Counting presence of words within context (near other words)

Question

First of all, thanks for any help you can give me on this question. I have a list of words, in the example below it is a list of colors. Let's call this WORD_LIST_1. I want to count the number of times each word appears in a body of text. I can do this with a simple regular expression. However, I have another list of words that capture context. In the example below the context is a list of pets. Let's call this WORD_LIST_2. I'd like to count the number of times each of the words in WORD_LIST_1 that are within X number of words of any of the words in WORK_LIST_2. My strategy is to extract the matches to WORD_LIST_1 words into an array using a regular expression and then create hash that counts the number of times each word is in this array. I can do easily when the context word (WORD_LIST_2) follows the WORD_LIST_1 word. However, I run into a problem when the WORD_LIST_2 word appears before the WORD_LIST_1 words, specifically when there multiple WORD_LIST_2 words.

Below is the code.

#!/usr/bin/perl -w
#use strict;

@colors = ("red", "blue", "green", "brown");

$WORD_LIST_1 = join("|",@colors);

@pets = ("cat","dog","bird","fish");
$WORD_LIST_2 = join("|",@pets);

#$text1 = "The red haired dog quickly and sharply ran away from the blue nosed cat.";
#$text1 = "The green spotted cat drinks blue water.";
#$text1 = "The brown feathered, green beaked bird flew away.";
$text1 = "The fish with blue fins and red tails.";

@finds = ();
$within_N_words = 4;
@finds = $text1 =~ m/\b(?=($WORD_LIST_1)\W+(?:\w+\W+){0,$within_N_words}?(?:$WORD_LIST_2))\b|\b(?=(?:$WORD_LIST_2)\W+(?:\w+\W+){0,$within_N_words}?($WORD_LIST_1))\b/gi;

@finds = grep defined, @finds;

print "\n\n", join("|", @finds), "\n\n";

Note that the fourth $text1 line has blue and red following fish. But it only returns "blue" and doesn't return "red" too. I've check the first three sentences that are commented out and they appear to be working well.

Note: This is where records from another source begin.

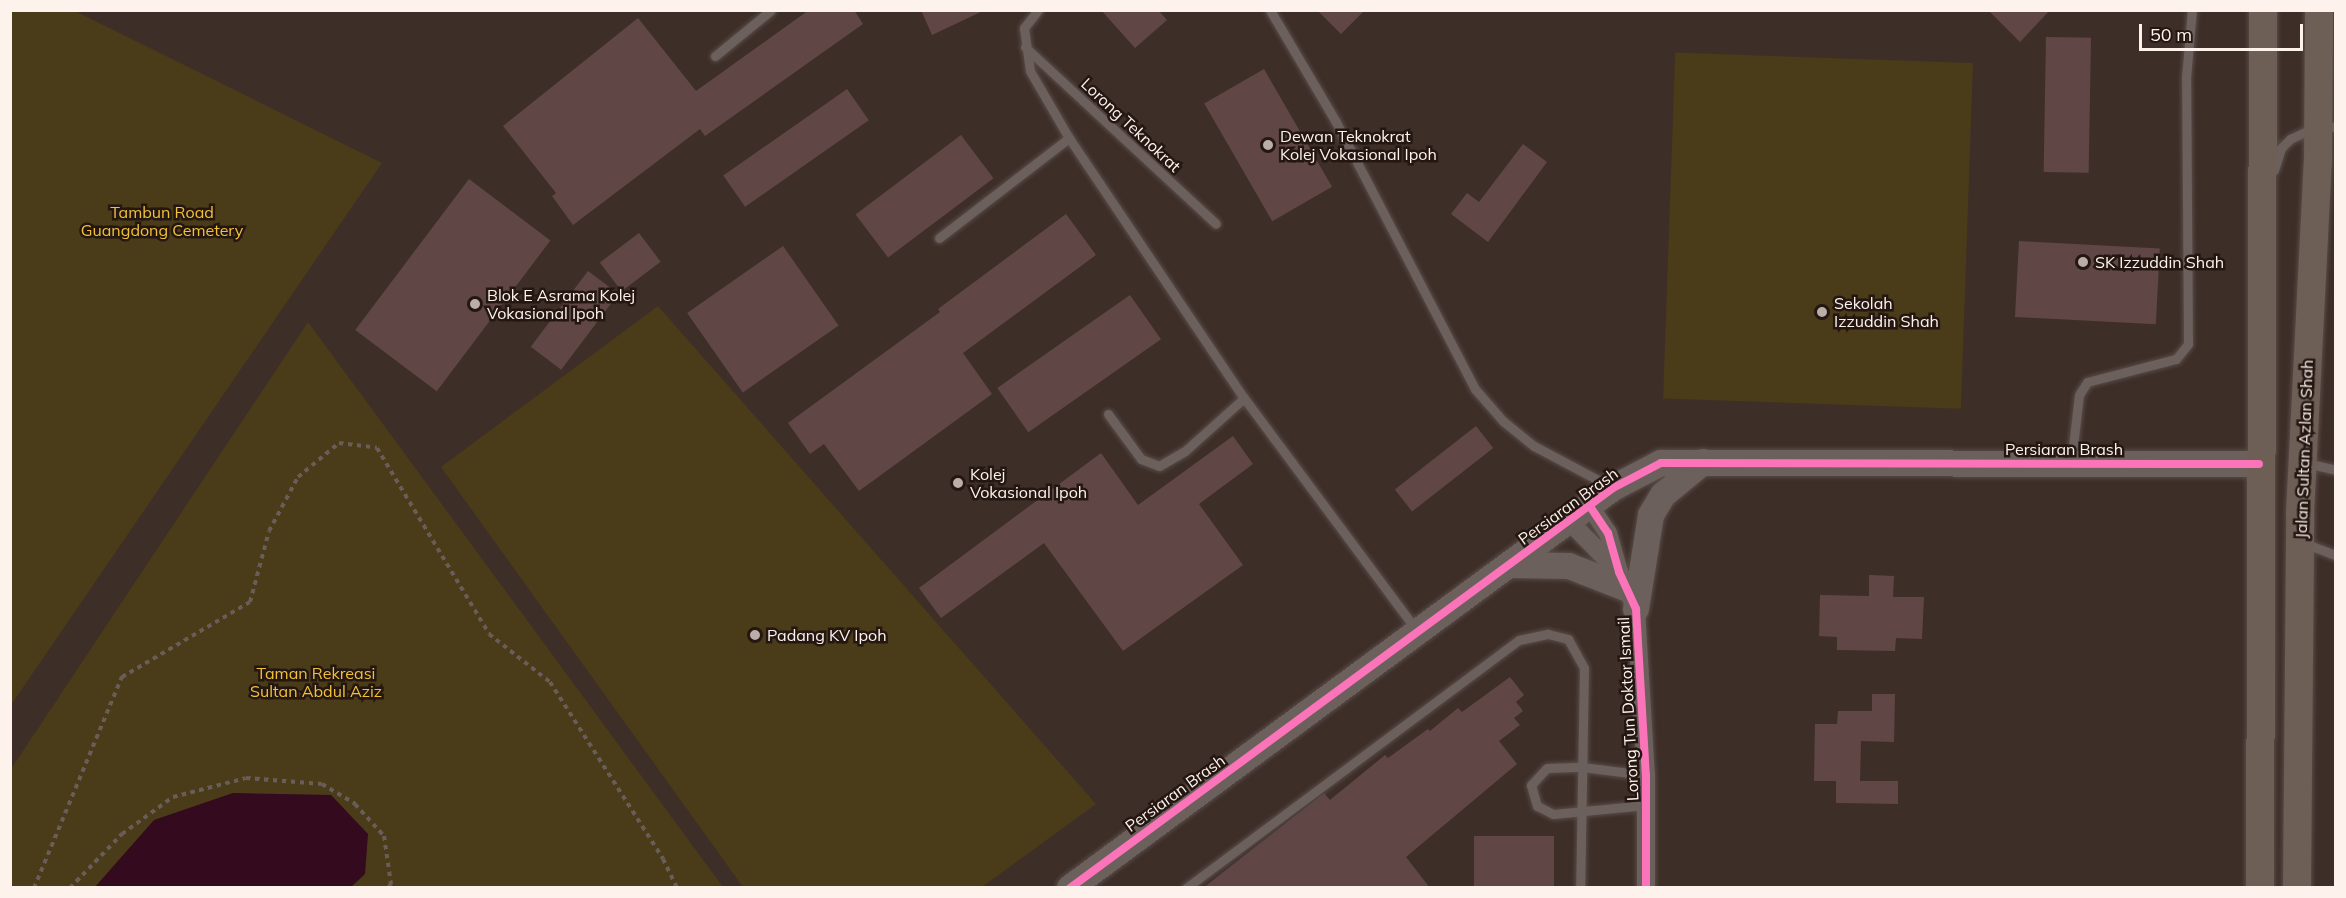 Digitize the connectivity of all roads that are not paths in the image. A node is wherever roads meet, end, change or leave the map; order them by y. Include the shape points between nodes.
1 (771, 10) edge
2 (1038, 10) edge
3 (1270, 10) edge
4 (2192, 10) edge
5 (2264, 10) edge
6 (2319, 10) edge
7 (1025, 47) junction
8 (715, 56) dead end
9 (2327, 126) edge
10 (1069, 138) junction
11 (1216, 224) dead end
12 (939, 238) dead end
13 (2261, 251) junction
14 (1244, 398) junction
15 (1108, 414) dead end
16 (1703, 462) junction
17 (2071, 463) junction
18 (2303, 463) junction
19 (2259, 464) junction
20 (2336, 470) edge
21 (1613, 488) junction
22 (1589, 505) junction
23 (1568, 520) junction
24 (2300, 541) junction
25 (2336, 555) edge
26 (1509, 565) junction
27 (1628, 590) junction
28 (1417, 632) junction
29 (1582, 767) junction
30 (1646, 776) junction
31 (1646, 805) junction
32 (1579, 813) junction
33 (2298, 831) junction
34 (2297, 874) edge
35 (1070, 888) edge
36 (1186, 888) edge
37 (1580, 888) edge
38 (1646, 888) edge
39 (2260, 888) edge
40 (2283, 888) edge
41 (2311, 888) edge

1 - 8 lane
2 - 7 lane via 1024,28
3 - 21 lane via 1336,122 1475,389 1503,421 1534,446
4 - 17 lane via 2186,78 2188,344 2176,359 2087,382 2079,395
5 - 13 main road
6 - 9 main road, Jalan Sultan Azlan Shah
7 - 10 lane via 1030,71
7 - 11 lane, Lorong Teknokrat
9 - 13 lane via 2301,131 2281,147 2274,168 2268,242
9 - 18 main road, Jalan Sultan Azlan Shah
10 - 12 lane
10 - 14 lane
13 - 19 main road
14 - 15 lane via 1185,451 1159,466 1141,459
14 - 28 lane
16 - 17 street, Persiaran Brash
16 - 21 street, Persiaran Brash via 1661,463
16 - 27 street via 1663,495 1652,515
17 - 19 street, Persiaran Brash
18 - 20 lane
18 - 24 main road, Jalan Sultan Azlan Shah
19 - 39 main road
21 - 22 street, Persiaran Brash
22 - 23 street, Persiaran Brash
22 - 27 street, Lorong Tun Doktor Ismail via 1608,533
23 - 26 street, Persiaran Brash
23 - 27 street
24 - 25 lane
24 - 33 main road, Jalan Sultan Azlan Shah
26 - 27 street via 1569,566
26 - 28 street, Persiaran Brash
27 - 30 street, Lorong Tun Doktor Ismail
28 - 35 street, Persiaran Brash
29 - 30 lane
29 - 32 lane
29 - 32 lane via 1547,768 1531,785 1531,795 1543,812
29 - 36 lane via 1584,668 1578,651 1568,639 1548,634 1519,640
30 - 31 street, Lorong Tun Doktor Ismail
31 - 32 lane
31 - 38 street, Lorong Tun Doktor Ismail
32 - 37 lane
33 - 34 main road, Jalan Sultan Azlan Shah
33 - 41 main road
34 - 40 main road via 2283,878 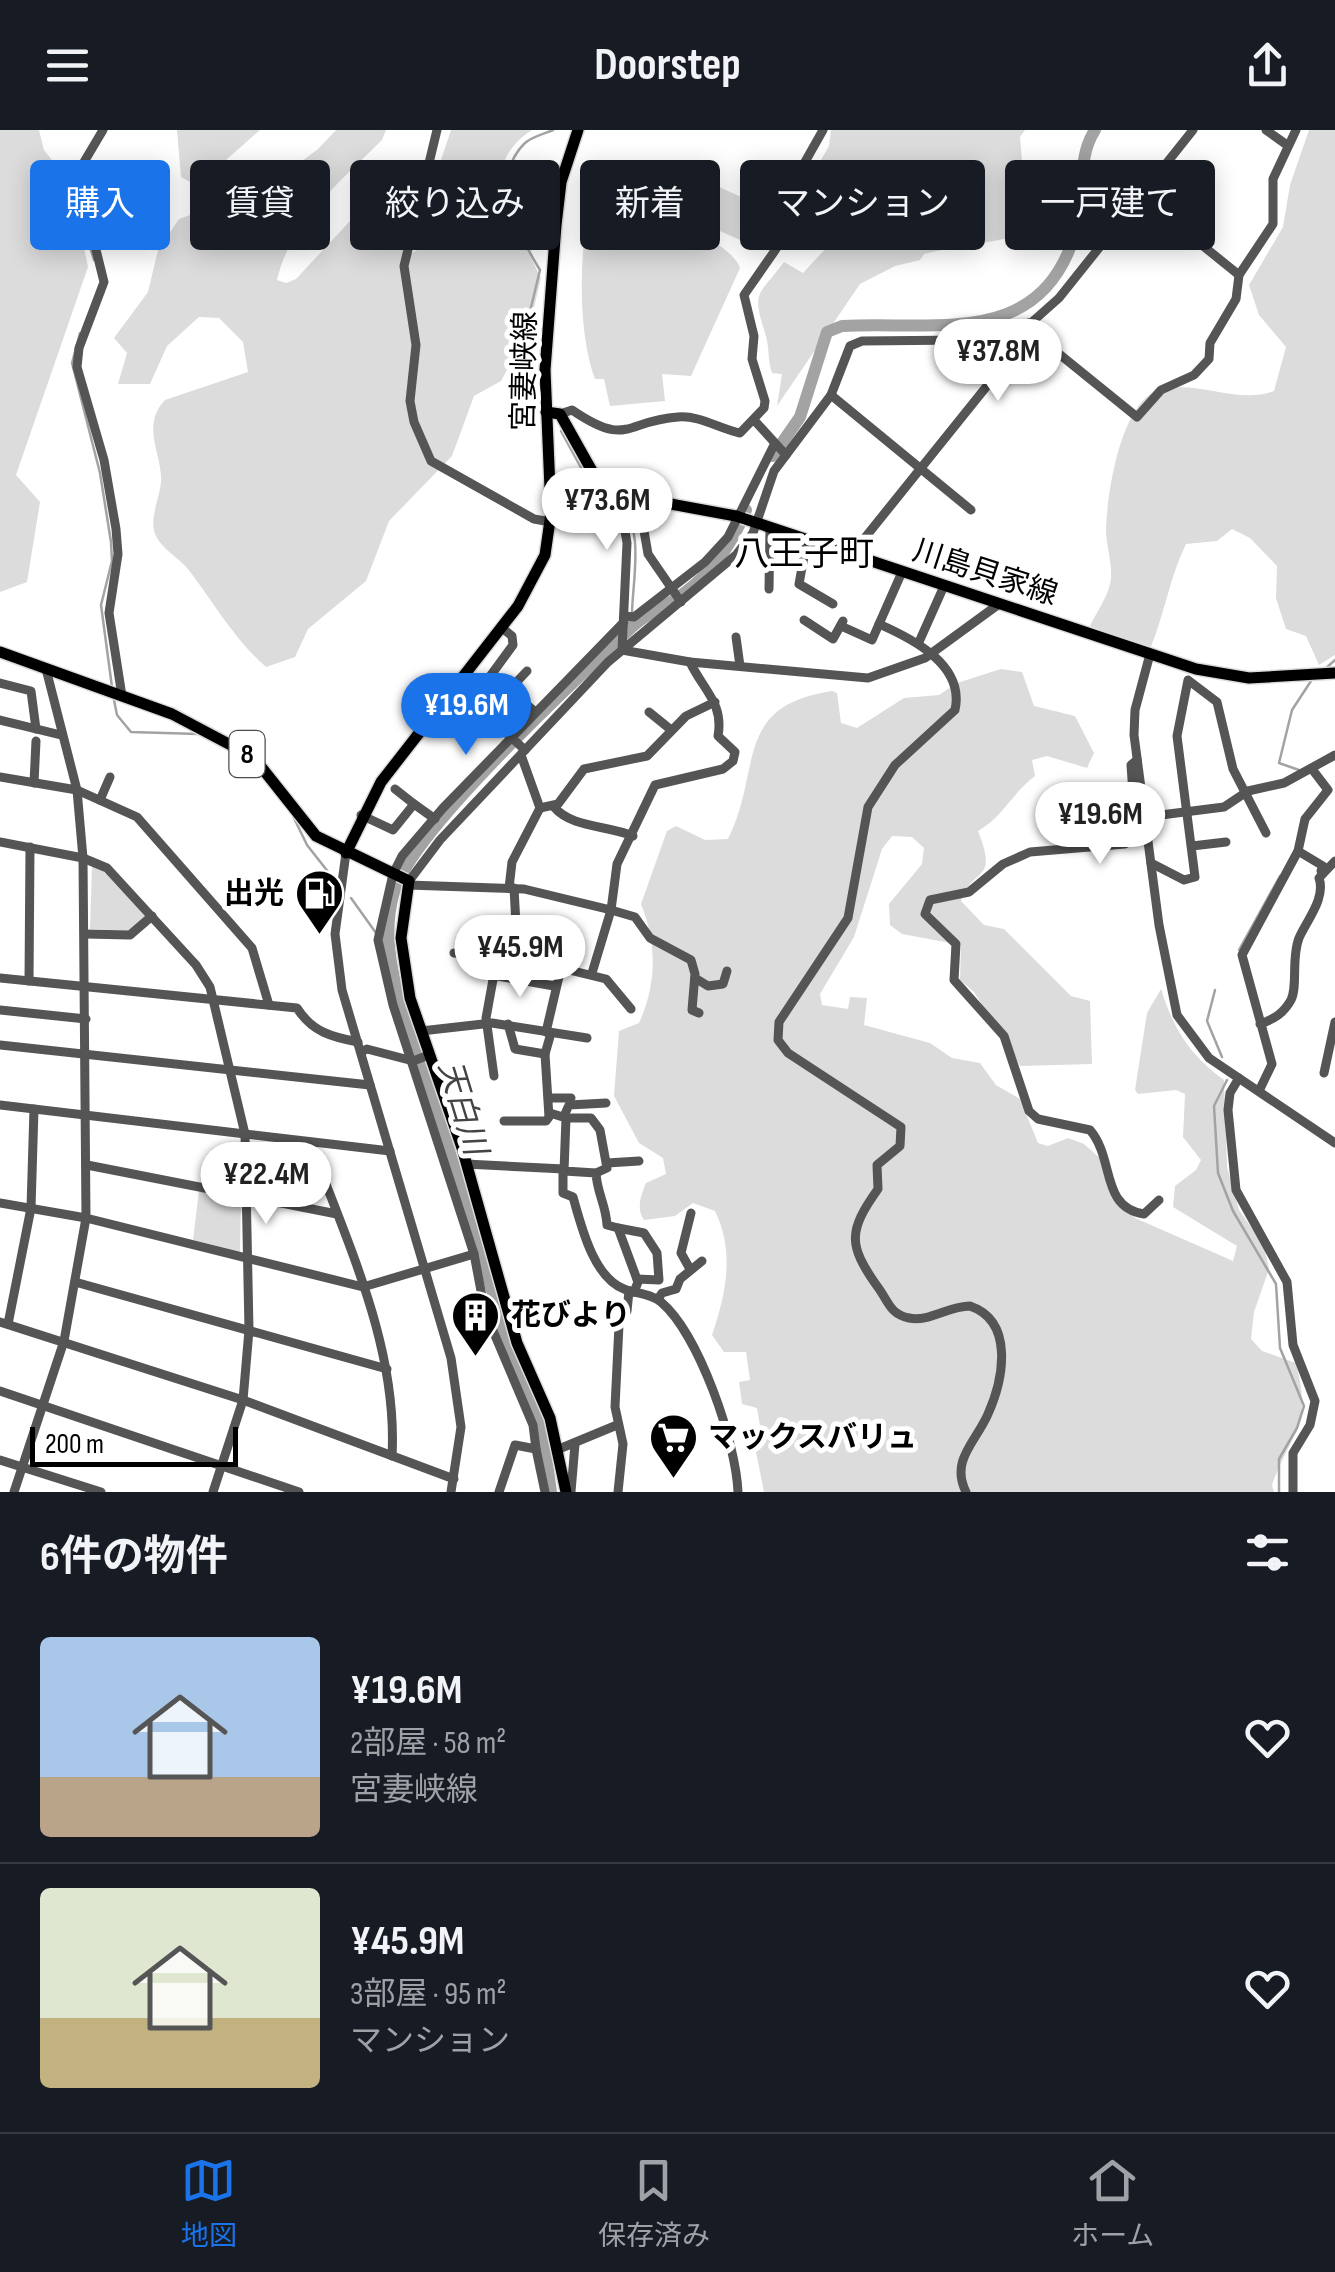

My approach is based on this page: http://www.regular-expressions.info/near.html

Thoughts I've considered includd using a positive look-behind, but I need to have variable lengths in the look behind.

I've thought about reversing the entire text string and regular expression, then searching again. But this could result in double counting.

I've also thought about searching for each WORD_LIST_1 word in individual regular expersions using some sort of loop. However, this takes a lot of time on my real data as the actual WORD_LIST_1 list is 500 or so words and I have multiple bodies of length text I want to search.

Two other side notes:

(1)the regular expression above occasionally returns empty elements into the @finds array. I can't figure out why. My work around is to use the grep defined line. What is the correct way to address this. Rather, why is my regular expression returning blank elements?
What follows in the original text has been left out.